**Try it:**
Every line of the material must be reproduced exactly.
====== Data shown
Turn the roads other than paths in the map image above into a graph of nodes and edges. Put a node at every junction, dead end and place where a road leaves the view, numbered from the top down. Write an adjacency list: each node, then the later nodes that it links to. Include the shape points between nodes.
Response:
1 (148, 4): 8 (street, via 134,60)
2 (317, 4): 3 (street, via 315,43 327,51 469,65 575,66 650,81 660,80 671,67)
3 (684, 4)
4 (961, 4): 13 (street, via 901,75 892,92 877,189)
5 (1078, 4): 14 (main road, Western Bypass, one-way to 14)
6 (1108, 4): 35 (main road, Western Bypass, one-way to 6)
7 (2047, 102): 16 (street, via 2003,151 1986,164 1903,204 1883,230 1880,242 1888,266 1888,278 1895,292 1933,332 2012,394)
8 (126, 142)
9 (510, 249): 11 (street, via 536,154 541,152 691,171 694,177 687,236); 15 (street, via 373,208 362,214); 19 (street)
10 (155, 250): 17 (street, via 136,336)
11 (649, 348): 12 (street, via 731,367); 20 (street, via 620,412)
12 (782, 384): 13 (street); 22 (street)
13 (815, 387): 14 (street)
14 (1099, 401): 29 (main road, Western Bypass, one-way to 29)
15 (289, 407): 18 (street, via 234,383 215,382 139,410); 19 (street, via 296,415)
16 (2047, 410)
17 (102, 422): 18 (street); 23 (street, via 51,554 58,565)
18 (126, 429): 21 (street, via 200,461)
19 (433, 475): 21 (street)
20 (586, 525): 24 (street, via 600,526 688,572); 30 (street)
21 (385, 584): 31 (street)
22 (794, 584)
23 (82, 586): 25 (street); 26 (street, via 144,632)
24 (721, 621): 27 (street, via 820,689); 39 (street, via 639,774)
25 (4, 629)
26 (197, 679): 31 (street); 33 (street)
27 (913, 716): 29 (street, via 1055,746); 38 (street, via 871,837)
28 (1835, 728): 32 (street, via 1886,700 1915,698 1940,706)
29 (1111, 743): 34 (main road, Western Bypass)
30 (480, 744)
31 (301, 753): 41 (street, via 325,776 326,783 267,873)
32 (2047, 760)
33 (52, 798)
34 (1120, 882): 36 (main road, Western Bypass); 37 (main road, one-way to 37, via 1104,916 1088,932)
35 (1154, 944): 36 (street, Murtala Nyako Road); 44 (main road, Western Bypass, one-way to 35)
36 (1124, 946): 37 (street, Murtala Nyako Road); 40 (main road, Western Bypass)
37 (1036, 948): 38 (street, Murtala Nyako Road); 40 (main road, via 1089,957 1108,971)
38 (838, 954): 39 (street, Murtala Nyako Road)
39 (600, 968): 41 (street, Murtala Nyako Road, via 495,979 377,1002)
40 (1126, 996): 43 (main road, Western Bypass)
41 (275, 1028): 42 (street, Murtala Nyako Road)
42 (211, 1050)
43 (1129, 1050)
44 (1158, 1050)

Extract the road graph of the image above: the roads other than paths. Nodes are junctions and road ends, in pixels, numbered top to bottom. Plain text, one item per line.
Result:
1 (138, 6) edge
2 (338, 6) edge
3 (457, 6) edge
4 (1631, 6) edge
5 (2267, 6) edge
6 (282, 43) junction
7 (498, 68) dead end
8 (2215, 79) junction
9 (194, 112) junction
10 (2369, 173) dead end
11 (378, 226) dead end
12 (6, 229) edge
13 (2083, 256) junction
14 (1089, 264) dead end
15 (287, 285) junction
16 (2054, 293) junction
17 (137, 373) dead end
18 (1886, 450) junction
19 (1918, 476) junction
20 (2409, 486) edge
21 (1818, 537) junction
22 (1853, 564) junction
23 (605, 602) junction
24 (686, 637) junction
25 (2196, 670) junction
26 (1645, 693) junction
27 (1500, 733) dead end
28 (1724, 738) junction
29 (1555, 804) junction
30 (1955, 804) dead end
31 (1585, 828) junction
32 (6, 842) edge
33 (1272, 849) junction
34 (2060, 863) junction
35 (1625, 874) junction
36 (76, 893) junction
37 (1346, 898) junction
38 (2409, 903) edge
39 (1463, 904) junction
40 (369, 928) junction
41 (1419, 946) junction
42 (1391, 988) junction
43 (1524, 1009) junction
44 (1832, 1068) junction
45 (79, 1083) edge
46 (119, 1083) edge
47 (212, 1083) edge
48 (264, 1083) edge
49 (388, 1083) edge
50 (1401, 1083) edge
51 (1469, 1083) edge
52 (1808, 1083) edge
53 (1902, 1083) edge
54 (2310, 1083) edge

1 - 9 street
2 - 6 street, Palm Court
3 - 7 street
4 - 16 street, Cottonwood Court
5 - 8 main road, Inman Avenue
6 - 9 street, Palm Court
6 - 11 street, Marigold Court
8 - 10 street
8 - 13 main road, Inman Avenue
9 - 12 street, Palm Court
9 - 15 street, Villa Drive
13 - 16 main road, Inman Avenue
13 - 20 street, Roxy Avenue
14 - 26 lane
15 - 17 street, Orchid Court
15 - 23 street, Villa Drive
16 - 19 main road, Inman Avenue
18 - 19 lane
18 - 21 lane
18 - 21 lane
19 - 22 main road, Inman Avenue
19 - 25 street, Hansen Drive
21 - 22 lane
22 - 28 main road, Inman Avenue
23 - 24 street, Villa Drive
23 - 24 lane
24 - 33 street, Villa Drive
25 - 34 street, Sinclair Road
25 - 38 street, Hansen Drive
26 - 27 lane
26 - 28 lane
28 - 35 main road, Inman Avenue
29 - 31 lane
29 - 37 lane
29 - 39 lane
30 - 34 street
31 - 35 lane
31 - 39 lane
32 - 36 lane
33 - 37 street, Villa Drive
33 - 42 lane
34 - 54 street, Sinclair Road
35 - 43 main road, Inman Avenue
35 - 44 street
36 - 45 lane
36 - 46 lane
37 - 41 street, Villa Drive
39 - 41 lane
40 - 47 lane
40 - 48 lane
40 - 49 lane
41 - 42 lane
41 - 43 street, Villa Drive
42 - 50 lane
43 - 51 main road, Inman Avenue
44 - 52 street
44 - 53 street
============
**Written answer:**
Turn the roads other than paths in the map image above into a graph of nodes and edges. Put a node at every junction, dead end and place where a road leaves the view, numbered from the top down. Write an adjacency list: each node, then the later nodes that it links to. Include the shape points between nodes.
Response:
1 (148, 4): 8 (street, via 134,60)
2 (317, 4): 3 (street, via 315,43 327,51 469,65 575,66 650,81 660,80 671,67)
3 (684, 4)
4 (961, 4): 13 (street, via 901,75 892,92 877,189)
5 (1078, 4): 14 (main road, Western Bypass, one-way to 14)
6 (1108, 4): 35 (main road, Western Bypass, one-way to 6)
7 (2047, 102): 16 (street, via 2003,151 1986,164 1903,204 1883,230 1880,242 1888,266 1888,278 1895,292 1933,332 2012,394)
8 (126, 142)
9 (510, 249): 11 (street, via 536,154 541,152 691,171 694,177 687,236); 15 (street, via 373,208 362,214); 19 (street)
10 (155, 250): 17 (street, via 136,336)
11 (649, 348): 12 (street, via 731,367); 20 (street, via 620,412)
12 (782, 384): 13 (street); 22 (street)
13 (815, 387): 14 (street)
14 (1099, 401): 29 (main road, Western Bypass, one-way to 29)
15 (289, 407): 18 (street, via 234,383 215,382 139,410); 19 (street, via 296,415)
16 (2047, 410)
17 (102, 422): 18 (street); 23 (street, via 51,554 58,565)
18 (126, 429): 21 (street, via 200,461)
19 (433, 475): 21 (street)
20 (586, 525): 24 (street, via 600,526 688,572); 30 (street)
21 (385, 584): 31 (street)
22 (794, 584)
23 (82, 586): 25 (street); 26 (street, via 144,632)
24 (721, 621): 27 (street, via 820,689); 39 (street, via 639,774)
25 (4, 629)
26 (197, 679): 31 (street); 33 (street)
27 (913, 716): 29 (street, via 1055,746); 38 (street, via 871,837)
28 (1835, 728): 32 (street, via 1886,700 1915,698 1940,706)
29 (1111, 743): 34 (main road, Western Bypass)
30 (480, 744)
31 (301, 753): 41 (street, via 325,776 326,783 267,873)
32 (2047, 760)
33 (52, 798)
34 (1120, 882): 36 (main road, Western Bypass); 37 (main road, one-way to 37, via 1104,916 1088,932)
35 (1154, 944): 36 (street, Murtala Nyako Road); 44 (main road, Western Bypass, one-way to 35)
36 (1124, 946): 37 (street, Murtala Nyako Road); 40 (main road, Western Bypass)
37 (1036, 948): 38 (street, Murtala Nyako Road); 40 (main road, via 1089,957 1108,971)
38 (838, 954): 39 (street, Murtala Nyako Road)
39 (600, 968): 41 (street, Murtala Nyako Road, via 495,979 377,1002)
40 (1126, 996): 43 (main road, Western Bypass)
41 (275, 1028): 42 (street, Murtala Nyako Road)
42 (211, 1050)
43 (1129, 1050)
44 (1158, 1050)

Extract the road graph of the image above: the roads other than paths. Nodes are junctions and road ends, in pixels, numbered top to bottom. Plain text, one item per line.
Result:
1 (138, 6) edge
2 (338, 6) edge
3 (457, 6) edge
4 (1631, 6) edge
5 (2267, 6) edge
6 (282, 43) junction
7 (498, 68) dead end
8 (2215, 79) junction
9 (194, 112) junction
10 (2369, 173) dead end
11 (378, 226) dead end
12 (6, 229) edge
13 (2083, 256) junction
14 (1089, 264) dead end
15 (287, 285) junction
16 (2054, 293) junction
17 (137, 373) dead end
18 (1886, 450) junction
19 (1918, 476) junction
20 (2409, 486) edge
21 (1818, 537) junction
22 (1853, 564) junction
23 (605, 602) junction
24 (686, 637) junction
25 (2196, 670) junction
26 (1645, 693) junction
27 (1500, 733) dead end
28 (1724, 738) junction
29 (1555, 804) junction
30 (1955, 804) dead end
31 (1585, 828) junction
32 (6, 842) edge
33 (1272, 849) junction
34 (2060, 863) junction
35 (1625, 874) junction
36 (76, 893) junction
37 (1346, 898) junction
38 (2409, 903) edge
39 (1463, 904) junction
40 (369, 928) junction
41 (1419, 946) junction
42 (1391, 988) junction
43 (1524, 1009) junction
44 (1832, 1068) junction
45 (79, 1083) edge
46 (119, 1083) edge
47 (212, 1083) edge
48 (264, 1083) edge
49 (388, 1083) edge
50 (1401, 1083) edge
51 (1469, 1083) edge
52 (1808, 1083) edge
53 (1902, 1083) edge
54 (2310, 1083) edge

1 - 9 street
2 - 6 street, Palm Court
3 - 7 street
4 - 16 street, Cottonwood Court
5 - 8 main road, Inman Avenue
6 - 9 street, Palm Court
6 - 11 street, Marigold Court
8 - 10 street
8 - 13 main road, Inman Avenue
9 - 12 street, Palm Court
9 - 15 street, Villa Drive
13 - 16 main road, Inman Avenue
13 - 20 street, Roxy Avenue
14 - 26 lane
15 - 17 street, Orchid Court
15 - 23 street, Villa Drive
16 - 19 main road, Inman Avenue
18 - 19 lane
18 - 21 lane
18 - 21 lane
19 - 22 main road, Inman Avenue
19 - 25 street, Hansen Drive
21 - 22 lane
22 - 28 main road, Inman Avenue
23 - 24 street, Villa Drive
23 - 24 lane
24 - 33 street, Villa Drive
25 - 34 street, Sinclair Road
25 - 38 street, Hansen Drive
26 - 27 lane
26 - 28 lane
28 - 35 main road, Inman Avenue
29 - 31 lane
29 - 37 lane
29 - 39 lane
30 - 34 street
31 - 35 lane
31 - 39 lane
32 - 36 lane
33 - 37 street, Villa Drive
33 - 42 lane
34 - 54 street, Sinclair Road
35 - 43 main road, Inman Avenue
35 - 44 street
36 - 45 lane
36 - 46 lane
37 - 41 street, Villa Drive
39 - 41 lane
40 - 47 lane
40 - 48 lane
40 - 49 lane
41 - 42 lane
41 - 43 street, Villa Drive
42 - 50 lane
43 - 51 main road, Inman Avenue
44 - 52 street
44 - 53 street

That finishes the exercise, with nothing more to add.